Cooling, Power, Scale: What it really takes to support AI in the Data Centre
As more businesses roll out artificial intelligence (AI) into live operations, the focus is beginning to shift away from model accuracy and towards infrastructure viability. In many cases, what's slowing things down isn't strategy or ambition - it's thermal limits, grid capacity, and legacy infrastructure that was never built with AI in mind.
These aren't edge-case challenges affecting a few hyperscalers. They're affecting colocation sites, enterprise facilities, and regional data centres across Europe. Teams are having to re-evaluate how power is delivered, how heat is managed, and how much density a rack can realistically support before resilience starts to break down.
Power demand is climbing faster than capacity
Supporting AI workloads at scale means significantly increasing the amount of electrical power available per rack - and doing so without compromising uptime.
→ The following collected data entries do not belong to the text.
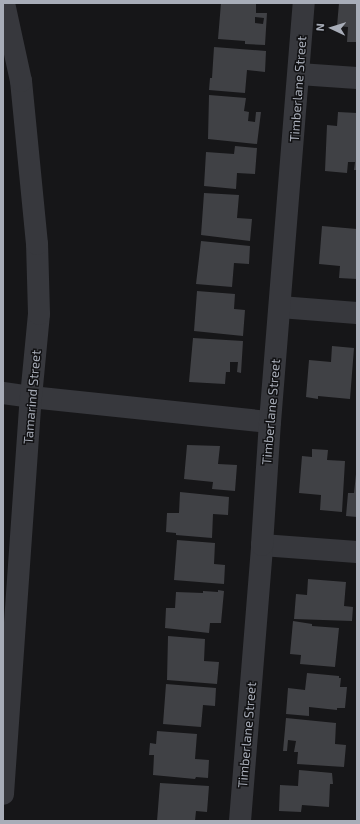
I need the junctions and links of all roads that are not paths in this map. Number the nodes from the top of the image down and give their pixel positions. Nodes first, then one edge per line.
1 (4, 3) edge
2 (304, 3) edge
3 (299, 74) junction
4 (357, 78) edge
5 (280, 307) junction
6 (357, 313) edge
7 (3, 393) edge
8 (31, 397) junction
9 (270, 422) junction
10 (262, 545) junction
11 (357, 552) edge
12 (9, 618) edge
13 (3, 794) edge
14 (240, 821) edge

1 - 8 street, Tamarind Street
2 - 3 street, Timberlane Street
3 - 4 street
3 - 5 street, Timberlane Street
5 - 6 street
5 - 9 street, Timberlane Street
7 - 8 street
8 - 9 street
8 - 12 street, Tamarind Street
9 - 10 street, Timberlane Street
10 - 11 street
10 - 14 street, Timberlane Street
12 - 13 street, Tamarind Street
The shift from central processing units (CPUs) to graphics processing units (GPUs), cloud tensor processing units (TPUs) and other accelerators is pushing rack-level power consumption far beyond historical averages.
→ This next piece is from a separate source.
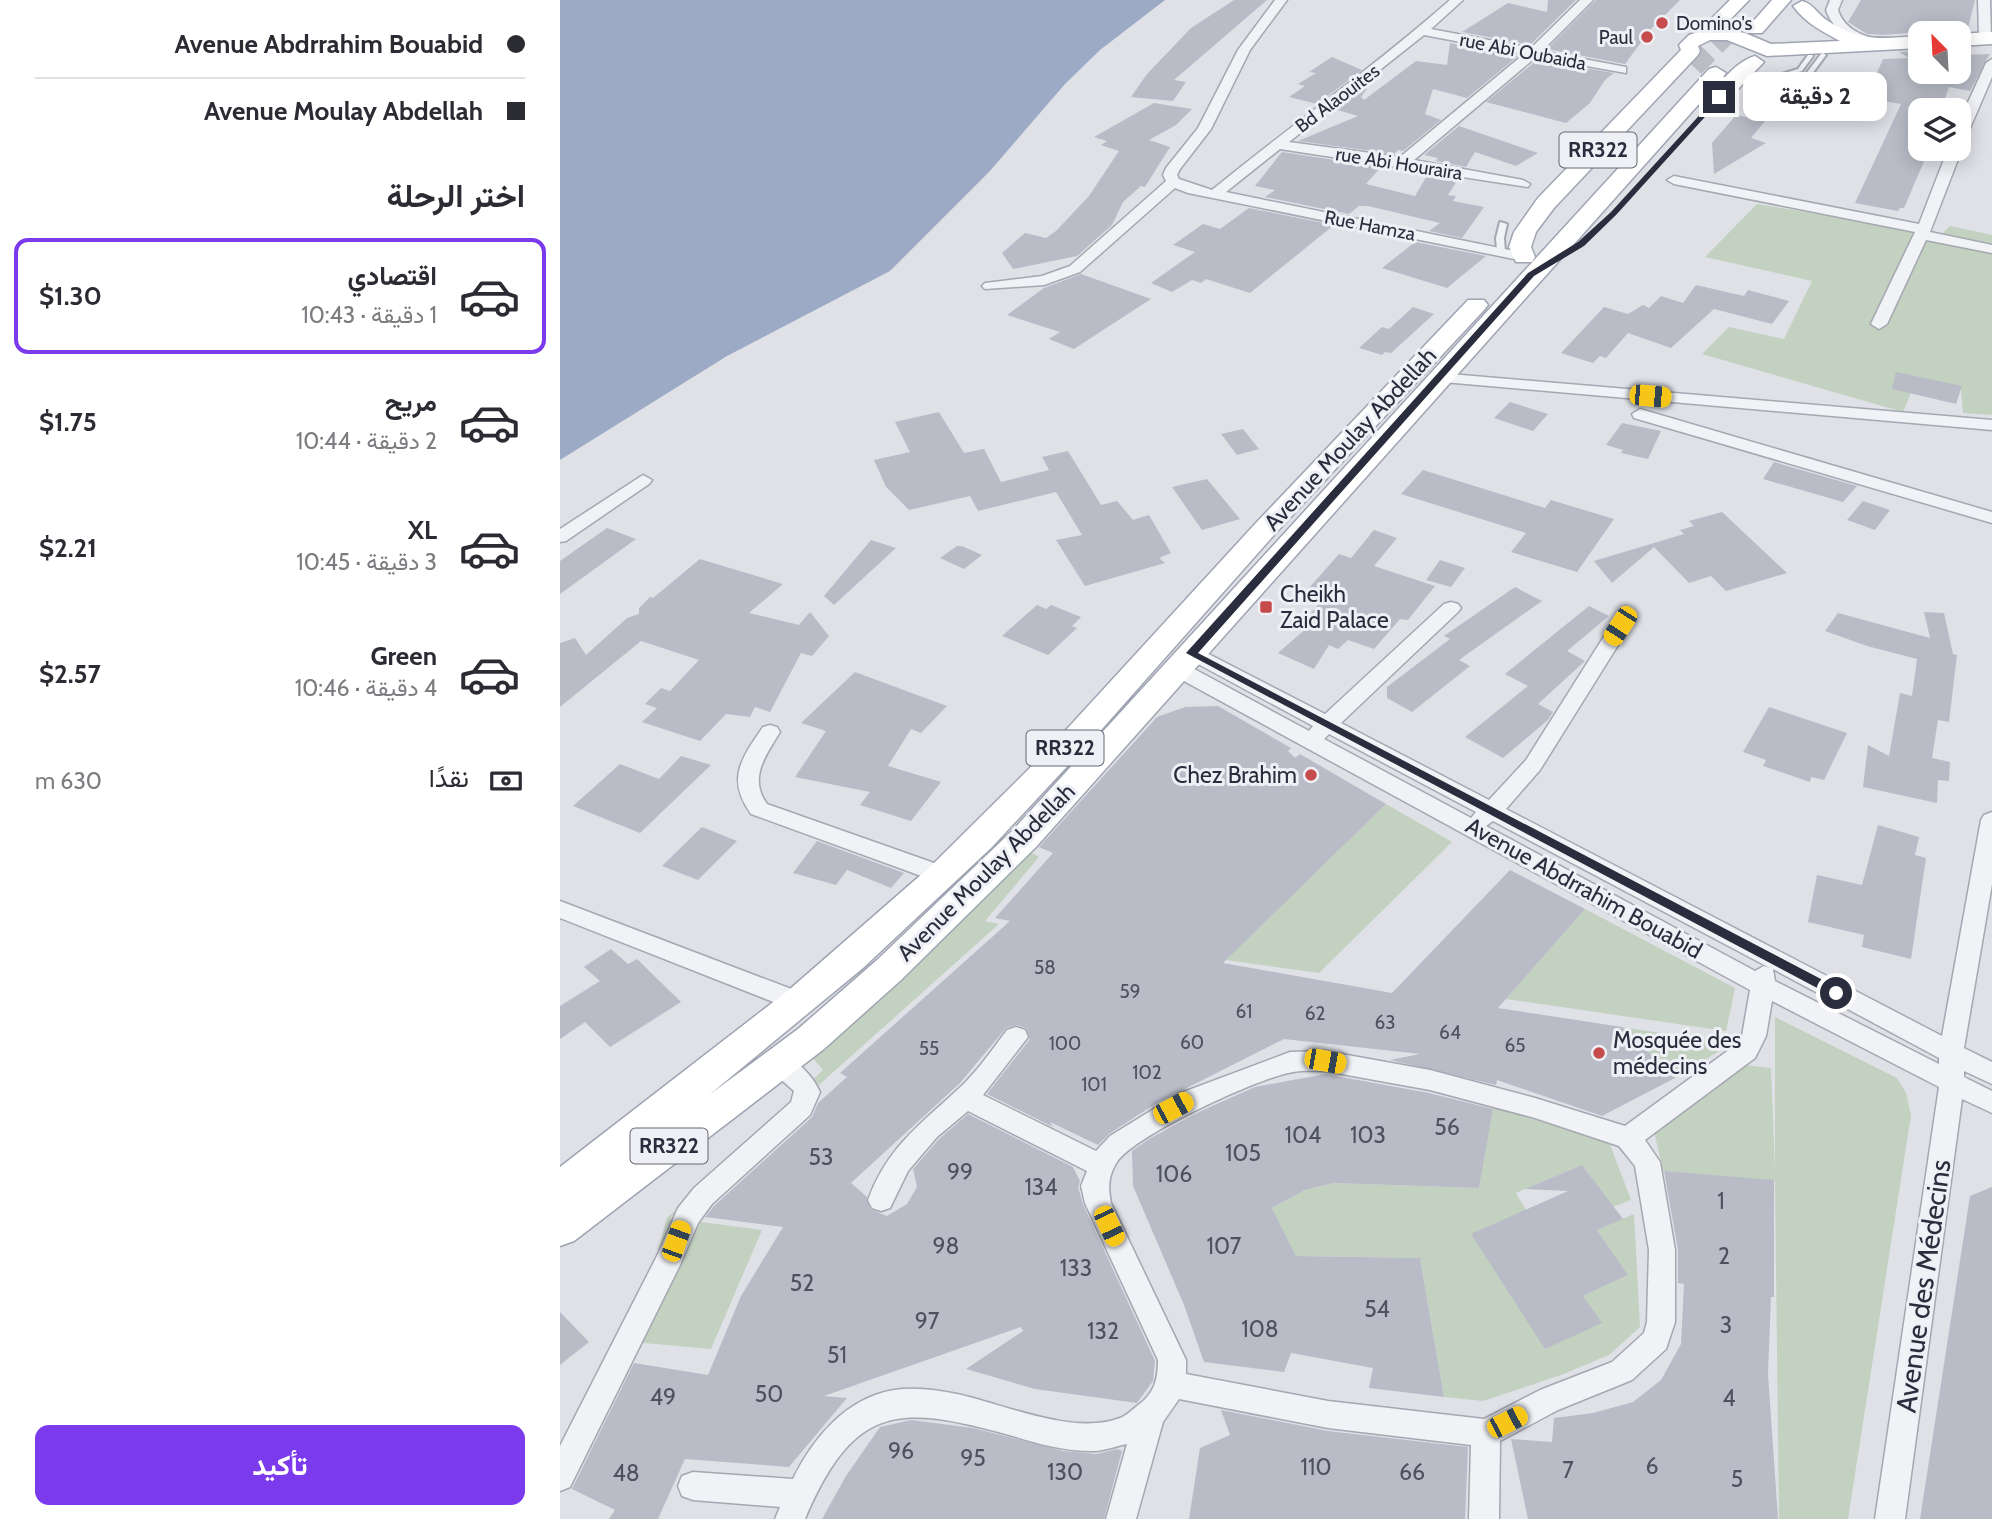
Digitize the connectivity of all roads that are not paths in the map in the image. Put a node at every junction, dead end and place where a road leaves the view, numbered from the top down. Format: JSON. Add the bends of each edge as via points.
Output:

It's not unusual now to see racks drawing 30kW or more, with many operators preparing for 80kW and upwards in AI-specific zones, and forecasts indicate this may increase to 300-600kW and possible 1MW by 2030. At these levels, everything upstream of the rack has to be revisited: switchgear, power distribution units (PDUs), uninterruptible power supplies (UPSs), cooling infrastructure and even room layout and cable runs.
But raw power delivery isn't the whole story. AI training workloads can draw this power in short, sharp bursts. Inference loads, meanwhile, may run continuously for hours at a time. That variability makes power planning more complex, especially when legacy infrastructure is involved.
For data centre operators, the priority is no longer to just deliver more power - it's delivering it with precision and resilience, in systems that can tolerate sudden changes without tripping or overloading.
Cooling infrastructure is having to adapt quickly
With higher power draw comes higher heat output. Traditional air-cooling systems - based on hot aisle / cold aisle containment and raised floor distribution - are being stretched to their limits in high-density environments.
Facilities are now starting to incorporate liquid cooling to integrate air systems, particularly in AI training halls or retrofitted areas. Direct-to-chip cooling, where fluid runs directly to the heat-generating component, is currently leading adoption. It offers improved efficiency and allows for denser hardware installation without a proportional increase in footprint.
Immersion cooling is also being trialled in edge scenarios and research settings, though it brings operational complexity that many commercial sites are still working through.
Operators are learning that cooling for AI is no longer about broad thermal management control. It's now a question of pinpoint accuracy - keeping small zones thermally stable under volatile load, while optimising overall energy use to stay within carbon footprint targets.
Scaling up is about more than space
When businesses talk about scaling AI infrastructure, they often mean adding more racks, more servers, more capacity. But physical space is rarely the limiting factor. Power availability, cooling headroom, and grid connectivity are much more likely to dictate the pace of expansion.
In many UK regions, new grid connections can take years to secure. This is delaying new builds, but it's also affecting how quickly existing sites can scale. Even in large facilities, operators are phasing deployments based on available power rather than floor plan capacity.
Some are mitigating this by deploying modular power systems, on-site generation, or battery energy storage systems (BESS). Others are zoning their facilities so AI-specific infrastructure is concentrated in areas that have been reinforced for high density and thermal load.
The lesson here is clear: scale isn't about how much hardware you can fit into a room. It's about how effectively your infrastructure can support the performance envelope of next-generation workloads.
Commissioning is no longer routine
With these changes, commissioning becomes much more than a sign-off stage. It's a critical opportunity to understand how systems behave under real conditions, especially when dealing with AI load profiles that are unlike anything in traditional enterprise IT.
Operators are now simulating burst loads, validating failover across cooling and power systems, and assessing interoperability between legacy and new infrastructure. Digital twin models and thermal simulations are also being used to predict hotspots and airflow behaviour before equipment goes in.
Commissioning teams are increasingly multidisciplinary - bringing together mechanical, electrical and IT specialists for complete end-to-end performance. The most successful teams aren't just validating specs; they're uncovering weaknesses before workloads ever go live.
Preparing for what's next
AI isn't a passing trend, and the infrastructure being built now will need to support not just current-generation workloads, but whatever comes next. That's prompting a shift away from fixed-capacity design towards modular, scalable systems that can evolve.
Some operators are designing dedicated AI zones within existing data halls. Others are standing up new facilities optimised for high density from day one. In both cases, success depends on close coordination between cooling, power and compute - ideally with visibility across all three.